## [ABOUT THIS TASK]
Copy each line of the data beneath in which the word "Октября" appears.
((
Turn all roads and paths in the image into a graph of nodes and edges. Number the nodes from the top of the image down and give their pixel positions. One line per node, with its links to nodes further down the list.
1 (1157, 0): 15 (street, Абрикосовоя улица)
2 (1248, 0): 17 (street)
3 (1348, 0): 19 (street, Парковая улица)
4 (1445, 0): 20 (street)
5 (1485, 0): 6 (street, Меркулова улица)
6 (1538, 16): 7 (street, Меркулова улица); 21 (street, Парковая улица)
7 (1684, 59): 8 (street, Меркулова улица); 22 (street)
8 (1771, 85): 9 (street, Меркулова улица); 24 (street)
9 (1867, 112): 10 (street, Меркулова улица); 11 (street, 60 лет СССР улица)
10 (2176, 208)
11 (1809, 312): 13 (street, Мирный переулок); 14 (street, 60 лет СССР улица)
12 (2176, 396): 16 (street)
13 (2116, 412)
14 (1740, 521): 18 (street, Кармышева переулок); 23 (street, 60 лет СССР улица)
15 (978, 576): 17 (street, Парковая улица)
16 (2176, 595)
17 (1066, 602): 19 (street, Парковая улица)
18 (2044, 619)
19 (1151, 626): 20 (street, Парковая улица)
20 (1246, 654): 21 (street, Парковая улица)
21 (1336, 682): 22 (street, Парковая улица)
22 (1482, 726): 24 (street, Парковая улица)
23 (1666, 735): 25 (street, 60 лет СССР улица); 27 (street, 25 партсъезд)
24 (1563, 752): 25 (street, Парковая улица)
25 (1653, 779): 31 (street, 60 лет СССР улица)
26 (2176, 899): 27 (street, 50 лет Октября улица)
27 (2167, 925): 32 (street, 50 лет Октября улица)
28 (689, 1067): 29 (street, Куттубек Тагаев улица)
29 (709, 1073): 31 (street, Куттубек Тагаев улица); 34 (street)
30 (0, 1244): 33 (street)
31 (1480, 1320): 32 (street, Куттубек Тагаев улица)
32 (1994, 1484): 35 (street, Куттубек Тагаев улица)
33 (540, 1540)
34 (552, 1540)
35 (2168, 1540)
))
## [OUTPUT]
26 (2176, 899): 27 (street, 50 лет Октября улица)
27 (2167, 925): 32 (street, 50 лет Октября улица)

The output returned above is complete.